Strong CYP2C9 Inhibitors:

• Antimicrobials:

  • Sulfonamides (particularly sulfamethoxazole) 1
  • Metronidazole 1
  • Fluconazole 1
  • Voriconazole 1

• Cardiovascular drugs:

  • Amiodarone 1, 4

• Other inhibitors:

  • Phenylbutazone 4
  • Sulfinpyrazone 4
  • Sulfaphenazole 4

Clinical Significance of CYP2C9 Inhibition

When CYP2C9 inhibitors are co-administered with CYP2C9 substrates like warfarin, significant increases in drug concentrations can occur.
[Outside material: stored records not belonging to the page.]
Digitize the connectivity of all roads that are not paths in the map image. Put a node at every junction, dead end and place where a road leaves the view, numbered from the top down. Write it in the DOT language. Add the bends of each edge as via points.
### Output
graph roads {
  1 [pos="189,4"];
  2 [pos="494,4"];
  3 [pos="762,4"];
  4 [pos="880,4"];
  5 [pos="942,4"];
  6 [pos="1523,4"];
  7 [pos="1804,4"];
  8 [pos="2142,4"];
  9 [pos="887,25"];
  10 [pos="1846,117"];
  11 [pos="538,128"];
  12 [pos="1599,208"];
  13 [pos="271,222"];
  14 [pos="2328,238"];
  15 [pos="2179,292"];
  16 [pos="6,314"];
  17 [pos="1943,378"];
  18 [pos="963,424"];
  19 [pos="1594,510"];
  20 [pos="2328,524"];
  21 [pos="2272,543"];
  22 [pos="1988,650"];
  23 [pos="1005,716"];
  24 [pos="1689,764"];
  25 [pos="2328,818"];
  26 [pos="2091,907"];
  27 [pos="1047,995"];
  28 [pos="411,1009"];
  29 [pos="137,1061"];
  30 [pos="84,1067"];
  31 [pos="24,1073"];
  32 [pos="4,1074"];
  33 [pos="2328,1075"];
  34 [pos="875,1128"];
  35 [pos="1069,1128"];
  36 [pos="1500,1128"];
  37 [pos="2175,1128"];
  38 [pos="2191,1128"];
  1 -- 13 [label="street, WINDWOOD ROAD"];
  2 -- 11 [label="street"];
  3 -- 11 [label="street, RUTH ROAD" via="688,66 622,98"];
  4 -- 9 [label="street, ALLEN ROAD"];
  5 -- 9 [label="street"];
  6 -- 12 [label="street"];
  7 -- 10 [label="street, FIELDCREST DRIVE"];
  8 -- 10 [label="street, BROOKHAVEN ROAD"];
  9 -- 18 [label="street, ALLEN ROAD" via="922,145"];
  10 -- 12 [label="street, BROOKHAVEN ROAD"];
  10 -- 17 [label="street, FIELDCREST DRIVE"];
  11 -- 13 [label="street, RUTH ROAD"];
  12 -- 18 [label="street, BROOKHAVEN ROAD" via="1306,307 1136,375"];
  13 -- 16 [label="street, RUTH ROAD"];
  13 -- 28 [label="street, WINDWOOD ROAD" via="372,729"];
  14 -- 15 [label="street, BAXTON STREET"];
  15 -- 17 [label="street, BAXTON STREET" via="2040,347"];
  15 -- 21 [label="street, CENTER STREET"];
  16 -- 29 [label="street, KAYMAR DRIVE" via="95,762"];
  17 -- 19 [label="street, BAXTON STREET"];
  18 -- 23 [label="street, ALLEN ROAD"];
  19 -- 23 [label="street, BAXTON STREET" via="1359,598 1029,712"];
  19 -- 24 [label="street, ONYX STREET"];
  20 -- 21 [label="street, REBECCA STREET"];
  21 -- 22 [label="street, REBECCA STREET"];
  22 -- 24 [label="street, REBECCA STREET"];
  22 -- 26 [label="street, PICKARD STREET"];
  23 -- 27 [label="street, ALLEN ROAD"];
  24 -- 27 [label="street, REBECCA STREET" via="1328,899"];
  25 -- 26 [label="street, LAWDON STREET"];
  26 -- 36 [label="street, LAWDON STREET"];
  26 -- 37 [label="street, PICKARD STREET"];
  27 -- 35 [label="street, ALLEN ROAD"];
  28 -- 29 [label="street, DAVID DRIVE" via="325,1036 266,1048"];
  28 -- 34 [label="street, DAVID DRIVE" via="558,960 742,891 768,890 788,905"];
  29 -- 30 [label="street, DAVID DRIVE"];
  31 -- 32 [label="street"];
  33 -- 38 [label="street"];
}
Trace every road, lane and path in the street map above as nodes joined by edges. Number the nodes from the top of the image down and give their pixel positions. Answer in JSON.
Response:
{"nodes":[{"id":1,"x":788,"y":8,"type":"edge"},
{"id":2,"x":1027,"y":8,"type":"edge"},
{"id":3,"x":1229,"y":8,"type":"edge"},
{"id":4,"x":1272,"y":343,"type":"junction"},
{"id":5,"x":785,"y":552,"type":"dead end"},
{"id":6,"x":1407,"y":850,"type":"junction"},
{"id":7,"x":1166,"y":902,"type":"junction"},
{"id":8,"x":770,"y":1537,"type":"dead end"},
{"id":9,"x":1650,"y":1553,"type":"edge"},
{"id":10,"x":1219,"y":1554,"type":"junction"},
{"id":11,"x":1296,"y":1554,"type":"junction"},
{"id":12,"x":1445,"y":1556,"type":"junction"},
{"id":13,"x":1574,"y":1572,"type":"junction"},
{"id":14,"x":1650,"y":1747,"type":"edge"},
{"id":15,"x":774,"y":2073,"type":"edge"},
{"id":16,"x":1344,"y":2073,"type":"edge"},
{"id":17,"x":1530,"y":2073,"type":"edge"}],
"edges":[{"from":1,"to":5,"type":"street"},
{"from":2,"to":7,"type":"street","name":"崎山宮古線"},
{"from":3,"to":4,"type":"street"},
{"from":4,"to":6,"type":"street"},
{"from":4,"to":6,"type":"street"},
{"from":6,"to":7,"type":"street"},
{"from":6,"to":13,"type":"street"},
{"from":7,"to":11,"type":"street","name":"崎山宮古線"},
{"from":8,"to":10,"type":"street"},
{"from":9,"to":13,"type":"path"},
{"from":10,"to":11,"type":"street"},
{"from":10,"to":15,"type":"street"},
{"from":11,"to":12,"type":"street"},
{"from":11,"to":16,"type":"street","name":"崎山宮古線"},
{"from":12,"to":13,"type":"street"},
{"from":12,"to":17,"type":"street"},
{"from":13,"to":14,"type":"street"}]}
For example:

• Co-administration of sulfamethoxazole with warfarin nearly doubles the risk of serious bleeding 1
• Pre-emptive warfarin dose reductions of 25% for sulfamethoxazole and 33% for metronidazole are recommended 1, 5

CYP2C9 Inducers

Induction of CYP2C9 can lead to decreased plasma concentrations of CYP2C9 substrates and potential therapeutic failure.

CYP2C9 Inducers:

• Rifampin 1, 4
• Phenobarbital 1, 4
• Carbamazepine 1, 4
• Dexamethasone 2
• Nafcillin 1
• Other anti-staphylococcal penicillins (flucloxacillin, cloxacillin) 1

Clinical Significance of CYP2C9 Induction

When CYP2C9 inducers are co-administered with CYP2C9 substrates:

• Higher maintenance doses of the substrate may be required
• The full induction effect may take 2-4 weeks to develop
• Effects may persist for 2-4 weeks after discontinuation of the inducer 1

Common CYP2C9 Substrates

Understanding which drugs are metabolized by CYP2C9 is important for predicting potential drug interactions:

• Anticoagulants: S-warfarin 6, 3
• Antidiabetics: Tolbutamide, glyburide 2, 3
• NSAIDs: Diclofenac, celecoxib 2, 3
• Antihypertensives: Losartan 2, 3
• Anticonvulsants: Phenytoin 2, 3
• Diuretics: Torasemide 2

Genetic Polymorphisms and CYP2C9 Activity

Genetic variations in the CYP2C9 gene can significantly affect enzyme activity:

• CYP2C92 and CYP2C93 are the most common variants with reduced enzymatic activity 6, 3
• Individuals homozygous for CYP2C9*3 have markedly diminished metabolic capacity for most CYP2C9 substrates 4
• These genetic variations can further compound the effects of drug interactions with CYP2C9 inhibitors or inducers 3, 7

Clinical Recommendations

1. When prescribing CYP2C9 substrates:

   • Screen for concurrent use of CYP2C9 inhibitors or inducers
   • Consider dose adjustments when adding or removing interacting medications
   • Monitor more frequently when initiating or discontinuing interacting medications 5

2. For warfarin specifically:

   • Reduce warfarin dose by 25% when adding sulfamethoxazole
   • Reduce warfarin dose by 33% when adding metronidazole
   • Monitor INR within 2-3 days of starting any new medication 1, 5

3. Timing considerations:

   • The order of drug initiation matters - adding an inhibitor to stable warfarin therapy is more likely to cause toxicity than starting both medications simultaneously 1
   • Effects of inducers may take weeks to fully develop or resolve 1

Understanding these interactions is crucial for safe medication management and preventing adverse drug reactions that could lead to increased morbidity and mortality.